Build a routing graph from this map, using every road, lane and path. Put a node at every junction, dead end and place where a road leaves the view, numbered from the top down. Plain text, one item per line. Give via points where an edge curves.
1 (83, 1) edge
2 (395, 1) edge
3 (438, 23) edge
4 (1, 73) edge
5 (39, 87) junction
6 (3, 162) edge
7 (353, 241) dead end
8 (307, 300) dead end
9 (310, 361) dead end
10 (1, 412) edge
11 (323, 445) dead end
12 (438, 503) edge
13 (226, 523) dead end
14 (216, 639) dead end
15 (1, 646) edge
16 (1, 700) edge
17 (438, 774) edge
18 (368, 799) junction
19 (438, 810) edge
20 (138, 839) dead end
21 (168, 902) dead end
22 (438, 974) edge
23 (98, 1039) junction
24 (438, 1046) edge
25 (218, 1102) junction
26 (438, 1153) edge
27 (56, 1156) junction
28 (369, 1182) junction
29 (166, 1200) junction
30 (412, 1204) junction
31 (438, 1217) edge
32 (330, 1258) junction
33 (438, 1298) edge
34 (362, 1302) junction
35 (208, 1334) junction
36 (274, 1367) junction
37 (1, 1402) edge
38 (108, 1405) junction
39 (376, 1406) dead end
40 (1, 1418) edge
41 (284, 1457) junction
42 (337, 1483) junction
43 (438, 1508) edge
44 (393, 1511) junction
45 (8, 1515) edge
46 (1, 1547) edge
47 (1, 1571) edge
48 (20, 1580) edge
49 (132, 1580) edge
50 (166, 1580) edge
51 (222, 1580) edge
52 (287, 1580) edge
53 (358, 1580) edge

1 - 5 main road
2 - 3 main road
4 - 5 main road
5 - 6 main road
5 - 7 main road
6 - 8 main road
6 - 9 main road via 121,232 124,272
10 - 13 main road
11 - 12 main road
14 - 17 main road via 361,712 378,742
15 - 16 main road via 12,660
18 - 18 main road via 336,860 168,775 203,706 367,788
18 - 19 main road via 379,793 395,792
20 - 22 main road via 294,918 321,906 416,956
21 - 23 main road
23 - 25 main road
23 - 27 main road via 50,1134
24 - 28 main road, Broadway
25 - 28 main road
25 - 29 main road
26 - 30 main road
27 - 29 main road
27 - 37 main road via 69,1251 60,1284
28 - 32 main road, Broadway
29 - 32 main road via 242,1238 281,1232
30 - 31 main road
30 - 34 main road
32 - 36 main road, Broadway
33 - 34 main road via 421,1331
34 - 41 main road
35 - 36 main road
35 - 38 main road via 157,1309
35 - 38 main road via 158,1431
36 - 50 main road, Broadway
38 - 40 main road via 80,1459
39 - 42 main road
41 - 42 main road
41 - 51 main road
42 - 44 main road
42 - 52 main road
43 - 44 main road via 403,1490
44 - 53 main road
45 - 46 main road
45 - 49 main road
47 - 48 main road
::::::::::
Each line in the listing above that includes the word "Broadway" needs to be copied out.

TASK RESULT:
24 - 28 main road, Broadway
28 - 32 main road, Broadway
32 - 36 main road, Broadway
36 - 50 main road, Broadway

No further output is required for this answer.